- **How to complete this task**
Repeat the data in full. No line may differ from the original.

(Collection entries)
____

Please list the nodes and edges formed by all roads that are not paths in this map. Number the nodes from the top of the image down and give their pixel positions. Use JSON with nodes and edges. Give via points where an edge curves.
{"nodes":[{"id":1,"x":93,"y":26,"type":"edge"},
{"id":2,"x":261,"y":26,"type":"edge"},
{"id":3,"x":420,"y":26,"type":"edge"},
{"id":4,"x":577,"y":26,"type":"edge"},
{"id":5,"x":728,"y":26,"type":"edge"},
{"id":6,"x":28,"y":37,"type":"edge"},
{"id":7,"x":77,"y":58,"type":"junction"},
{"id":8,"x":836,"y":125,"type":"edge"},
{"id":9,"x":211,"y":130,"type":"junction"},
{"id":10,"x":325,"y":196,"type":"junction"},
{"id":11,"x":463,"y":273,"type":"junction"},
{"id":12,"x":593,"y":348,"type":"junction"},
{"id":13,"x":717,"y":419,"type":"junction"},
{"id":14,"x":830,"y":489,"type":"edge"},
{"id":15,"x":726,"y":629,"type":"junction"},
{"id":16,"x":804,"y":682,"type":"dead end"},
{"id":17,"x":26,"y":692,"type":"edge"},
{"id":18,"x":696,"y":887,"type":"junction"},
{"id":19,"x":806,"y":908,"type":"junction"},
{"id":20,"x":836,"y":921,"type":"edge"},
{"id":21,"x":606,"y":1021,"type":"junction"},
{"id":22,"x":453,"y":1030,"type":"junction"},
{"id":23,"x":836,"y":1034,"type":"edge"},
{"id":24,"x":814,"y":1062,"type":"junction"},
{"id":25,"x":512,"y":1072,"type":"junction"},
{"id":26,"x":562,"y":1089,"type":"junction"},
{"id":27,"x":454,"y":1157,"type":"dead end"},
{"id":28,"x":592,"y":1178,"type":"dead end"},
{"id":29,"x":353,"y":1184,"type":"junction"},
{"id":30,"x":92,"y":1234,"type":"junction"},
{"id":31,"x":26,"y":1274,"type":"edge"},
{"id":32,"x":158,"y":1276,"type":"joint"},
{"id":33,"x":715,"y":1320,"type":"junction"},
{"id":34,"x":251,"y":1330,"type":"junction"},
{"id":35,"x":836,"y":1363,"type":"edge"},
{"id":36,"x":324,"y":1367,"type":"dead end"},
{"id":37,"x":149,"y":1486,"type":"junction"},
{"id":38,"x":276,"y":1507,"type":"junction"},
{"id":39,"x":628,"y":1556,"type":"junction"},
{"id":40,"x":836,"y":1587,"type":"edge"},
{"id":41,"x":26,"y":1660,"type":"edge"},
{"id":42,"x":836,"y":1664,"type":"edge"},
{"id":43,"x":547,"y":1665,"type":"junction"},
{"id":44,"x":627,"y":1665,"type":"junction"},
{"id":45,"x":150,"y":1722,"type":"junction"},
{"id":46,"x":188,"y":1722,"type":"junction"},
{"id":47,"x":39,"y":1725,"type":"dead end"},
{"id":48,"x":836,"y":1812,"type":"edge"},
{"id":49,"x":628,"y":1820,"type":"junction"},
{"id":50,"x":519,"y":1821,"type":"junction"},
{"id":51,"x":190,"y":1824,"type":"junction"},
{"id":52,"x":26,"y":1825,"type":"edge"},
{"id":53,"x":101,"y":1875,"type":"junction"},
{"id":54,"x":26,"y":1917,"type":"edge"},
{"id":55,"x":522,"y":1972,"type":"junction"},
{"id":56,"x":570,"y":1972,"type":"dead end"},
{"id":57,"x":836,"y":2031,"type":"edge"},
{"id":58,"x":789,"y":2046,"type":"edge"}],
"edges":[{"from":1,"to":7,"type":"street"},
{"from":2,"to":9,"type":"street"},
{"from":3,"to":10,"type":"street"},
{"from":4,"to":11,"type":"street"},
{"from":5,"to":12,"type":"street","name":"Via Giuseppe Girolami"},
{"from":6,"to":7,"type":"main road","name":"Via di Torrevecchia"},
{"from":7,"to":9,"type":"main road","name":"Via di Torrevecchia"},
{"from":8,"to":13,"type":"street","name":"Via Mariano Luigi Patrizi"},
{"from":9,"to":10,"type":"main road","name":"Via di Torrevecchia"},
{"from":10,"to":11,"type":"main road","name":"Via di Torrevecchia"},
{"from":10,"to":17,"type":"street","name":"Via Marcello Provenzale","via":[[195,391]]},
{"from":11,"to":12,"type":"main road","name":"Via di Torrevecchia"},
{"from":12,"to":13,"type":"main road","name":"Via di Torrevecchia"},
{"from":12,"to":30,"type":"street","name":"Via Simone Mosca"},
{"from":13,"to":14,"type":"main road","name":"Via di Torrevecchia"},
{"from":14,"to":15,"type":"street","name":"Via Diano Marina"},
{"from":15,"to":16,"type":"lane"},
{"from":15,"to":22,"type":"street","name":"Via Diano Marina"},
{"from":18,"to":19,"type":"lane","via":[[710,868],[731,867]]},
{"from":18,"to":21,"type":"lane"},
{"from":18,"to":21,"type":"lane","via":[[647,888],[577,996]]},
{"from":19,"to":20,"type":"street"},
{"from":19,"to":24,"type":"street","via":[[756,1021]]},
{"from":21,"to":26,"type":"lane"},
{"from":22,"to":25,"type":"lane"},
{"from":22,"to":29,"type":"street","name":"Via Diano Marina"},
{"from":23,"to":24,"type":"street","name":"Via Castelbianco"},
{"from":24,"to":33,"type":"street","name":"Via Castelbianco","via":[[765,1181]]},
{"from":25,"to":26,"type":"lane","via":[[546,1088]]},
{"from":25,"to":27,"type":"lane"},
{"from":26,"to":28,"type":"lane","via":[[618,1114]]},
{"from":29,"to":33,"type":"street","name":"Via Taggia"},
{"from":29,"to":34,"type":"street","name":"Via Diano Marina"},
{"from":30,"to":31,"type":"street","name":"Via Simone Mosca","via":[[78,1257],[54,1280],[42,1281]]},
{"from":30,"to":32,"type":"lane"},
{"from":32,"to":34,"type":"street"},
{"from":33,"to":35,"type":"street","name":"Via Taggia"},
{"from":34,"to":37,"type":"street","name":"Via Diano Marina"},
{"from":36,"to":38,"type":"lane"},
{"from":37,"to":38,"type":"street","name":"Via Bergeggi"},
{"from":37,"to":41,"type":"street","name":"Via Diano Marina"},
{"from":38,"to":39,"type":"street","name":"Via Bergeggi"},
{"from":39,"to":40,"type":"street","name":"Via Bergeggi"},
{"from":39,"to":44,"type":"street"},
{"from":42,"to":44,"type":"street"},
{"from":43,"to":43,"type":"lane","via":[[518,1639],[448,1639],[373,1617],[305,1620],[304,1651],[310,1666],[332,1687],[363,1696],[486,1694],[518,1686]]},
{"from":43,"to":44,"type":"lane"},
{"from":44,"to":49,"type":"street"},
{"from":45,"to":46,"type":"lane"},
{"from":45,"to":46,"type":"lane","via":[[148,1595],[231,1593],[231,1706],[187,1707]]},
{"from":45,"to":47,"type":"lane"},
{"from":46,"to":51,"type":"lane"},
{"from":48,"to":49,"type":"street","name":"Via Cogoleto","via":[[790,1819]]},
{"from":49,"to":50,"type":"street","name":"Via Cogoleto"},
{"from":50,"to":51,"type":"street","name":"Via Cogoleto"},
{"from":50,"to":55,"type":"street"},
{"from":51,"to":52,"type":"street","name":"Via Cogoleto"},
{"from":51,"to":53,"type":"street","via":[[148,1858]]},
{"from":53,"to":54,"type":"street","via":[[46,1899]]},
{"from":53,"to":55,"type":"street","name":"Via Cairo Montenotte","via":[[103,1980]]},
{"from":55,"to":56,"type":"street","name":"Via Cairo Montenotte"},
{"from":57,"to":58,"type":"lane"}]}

____

- **Task solution**
Please list the nodes and edges formed by all roads that are not paths in this map. Number the nodes from the top of the image down and give their pixel positions. Use JSON with nodes and edges. Give via points where an edge curves.
{"nodes":[{"id":1,"x":93,"y":26,"type":"edge"},
{"id":2,"x":261,"y":26,"type":"edge"},
{"id":3,"x":420,"y":26,"type":"edge"},
{"id":4,"x":577,"y":26,"type":"edge"},
{"id":5,"x":728,"y":26,"type":"edge"},
{"id":6,"x":28,"y":37,"type":"edge"},
{"id":7,"x":77,"y":58,"type":"junction"},
{"id":8,"x":836,"y":125,"type":"edge"},
{"id":9,"x":211,"y":130,"type":"junction"},
{"id":10,"x":325,"y":196,"type":"junction"},
{"id":11,"x":463,"y":273,"type":"junction"},
{"id":12,"x":593,"y":348,"type":"junction"},
{"id":13,"x":717,"y":419,"type":"junction"},
{"id":14,"x":830,"y":489,"type":"edge"},
{"id":15,"x":726,"y":629,"type":"junction"},
{"id":16,"x":804,"y":682,"type":"dead end"},
{"id":17,"x":26,"y":692,"type":"edge"},
{"id":18,"x":696,"y":887,"type":"junction"},
{"id":19,"x":806,"y":908,"type":"junction"},
{"id":20,"x":836,"y":921,"type":"edge"},
{"id":21,"x":606,"y":1021,"type":"junction"},
{"id":22,"x":453,"y":1030,"type":"junction"},
{"id":23,"x":836,"y":1034,"type":"edge"},
{"id":24,"x":814,"y":1062,"type":"junction"},
{"id":25,"x":512,"y":1072,"type":"junction"},
{"id":26,"x":562,"y":1089,"type":"junction"},
{"id":27,"x":454,"y":1157,"type":"dead end"},
{"id":28,"x":592,"y":1178,"type":"dead end"},
{"id":29,"x":353,"y":1184,"type":"junction"},
{"id":30,"x":92,"y":1234,"type":"junction"},
{"id":31,"x":26,"y":1274,"type":"edge"},
{"id":32,"x":158,"y":1276,"type":"joint"},
{"id":33,"x":715,"y":1320,"type":"junction"},
{"id":34,"x":251,"y":1330,"type":"junction"},
{"id":35,"x":836,"y":1363,"type":"edge"},
{"id":36,"x":324,"y":1367,"type":"dead end"},
{"id":37,"x":149,"y":1486,"type":"junction"},
{"id":38,"x":276,"y":1507,"type":"junction"},
{"id":39,"x":628,"y":1556,"type":"junction"},
{"id":40,"x":836,"y":1587,"type":"edge"},
{"id":41,"x":26,"y":1660,"type":"edge"},
{"id":42,"x":836,"y":1664,"type":"edge"},
{"id":43,"x":547,"y":1665,"type":"junction"},
{"id":44,"x":627,"y":1665,"type":"junction"},
{"id":45,"x":150,"y":1722,"type":"junction"},
{"id":46,"x":188,"y":1722,"type":"junction"},
{"id":47,"x":39,"y":1725,"type":"dead end"},
{"id":48,"x":836,"y":1812,"type":"edge"},
{"id":49,"x":628,"y":1820,"type":"junction"},
{"id":50,"x":519,"y":1821,"type":"junction"},
{"id":51,"x":190,"y":1824,"type":"junction"},
{"id":52,"x":26,"y":1825,"type":"edge"},
{"id":53,"x":101,"y":1875,"type":"junction"},
{"id":54,"x":26,"y":1917,"type":"edge"},
{"id":55,"x":522,"y":1972,"type":"junction"},
{"id":56,"x":570,"y":1972,"type":"dead end"},
{"id":57,"x":836,"y":2031,"type":"edge"},
{"id":58,"x":789,"y":2046,"type":"edge"}],
"edges":[{"from":1,"to":7,"type":"street"},
{"from":2,"to":9,"type":"street"},
{"from":3,"to":10,"type":"street"},
{"from":4,"to":11,"type":"street"},
{"from":5,"to":12,"type":"street","name":"Via Giuseppe Girolami"},
{"from":6,"to":7,"type":"main road","name":"Via di Torrevecchia"},
{"from":7,"to":9,"type":"main road","name":"Via di Torrevecchia"},
{"from":8,"to":13,"type":"street","name":"Via Mariano Luigi Patrizi"},
{"from":9,"to":10,"type":"main road","name":"Via di Torrevecchia"},
{"from":10,"to":11,"type":"main road","name":"Via di Torrevecchia"},
{"from":10,"to":17,"type":"street","name":"Via Marcello Provenzale","via":[[195,391]]},
{"from":11,"to":12,"type":"main road","name":"Via di Torrevecchia"},
{"from":12,"to":13,"type":"main road","name":"Via di Torrevecchia"},
{"from":12,"to":30,"type":"street","name":"Via Simone Mosca"},
{"from":13,"to":14,"type":"main road","name":"Via di Torrevecchia"},
{"from":14,"to":15,"type":"street","name":"Via Diano Marina"},
{"from":15,"to":16,"type":"lane"},
{"from":15,"to":22,"type":"street","name":"Via Diano Marina"},
{"from":18,"to":19,"type":"lane","via":[[710,868],[731,867]]},
{"from":18,"to":21,"type":"lane"},
{"from":18,"to":21,"type":"lane","via":[[647,888],[577,996]]},
{"from":19,"to":20,"type":"street"},
{"from":19,"to":24,"type":"street","via":[[756,1021]]},
{"from":21,"to":26,"type":"lane"},
{"from":22,"to":25,"type":"lane"},
{"from":22,"to":29,"type":"street","name":"Via Diano Marina"},
{"from":23,"to":24,"type":"street","name":"Via Castelbianco"},
{"from":24,"to":33,"type":"street","name":"Via Castelbianco","via":[[765,1181]]},
{"from":25,"to":26,"type":"lane","via":[[546,1088]]},
{"from":25,"to":27,"type":"lane"},
{"from":26,"to":28,"type":"lane","via":[[618,1114]]},
{"from":29,"to":33,"type":"street","name":"Via Taggia"},
{"from":29,"to":34,"type":"street","name":"Via Diano Marina"},
{"from":30,"to":31,"type":"street","name":"Via Simone Mosca","via":[[78,1257],[54,1280],[42,1281]]},
{"from":30,"to":32,"type":"lane"},
{"from":32,"to":34,"type":"street"},
{"from":33,"to":35,"type":"street","name":"Via Taggia"},
{"from":34,"to":37,"type":"street","name":"Via Diano Marina"},
{"from":36,"to":38,"type":"lane"},
{"from":37,"to":38,"type":"street","name":"Via Bergeggi"},
{"from":37,"to":41,"type":"street","name":"Via Diano Marina"},
{"from":38,"to":39,"type":"street","name":"Via Bergeggi"},
{"from":39,"to":40,"type":"street","name":"Via Bergeggi"},
{"from":39,"to":44,"type":"street"},
{"from":42,"to":44,"type":"street"},
{"from":43,"to":43,"type":"lane","via":[[518,1639],[448,1639],[373,1617],[305,1620],[304,1651],[310,1666],[332,1687],[363,1696],[486,1694],[518,1686]]},
{"from":43,"to":44,"type":"lane"},
{"from":44,"to":49,"type":"street"},
{"from":45,"to":46,"type":"lane"},
{"from":45,"to":46,"type":"lane","via":[[148,1595],[231,1593],[231,1706],[187,1707]]},
{"from":45,"to":47,"type":"lane"},
{"from":46,"to":51,"type":"lane"},
{"from":48,"to":49,"type":"street","name":"Via Cogoleto","via":[[790,1819]]},
{"from":49,"to":50,"type":"street","name":"Via Cogoleto"},
{"from":50,"to":51,"type":"street","name":"Via Cogoleto"},
{"from":50,"to":55,"type":"street"},
{"from":51,"to":52,"type":"street","name":"Via Cogoleto"},
{"from":51,"to":53,"type":"street","via":[[148,1858]]},
{"from":53,"to":54,"type":"street","via":[[46,1899]]},
{"from":53,"to":55,"type":"street","name":"Via Cairo Montenotte","via":[[103,1980]]},
{"from":55,"to":56,"type":"street","name":"Via Cairo Montenotte"},
{"from":57,"to":58,"type":"lane"}]}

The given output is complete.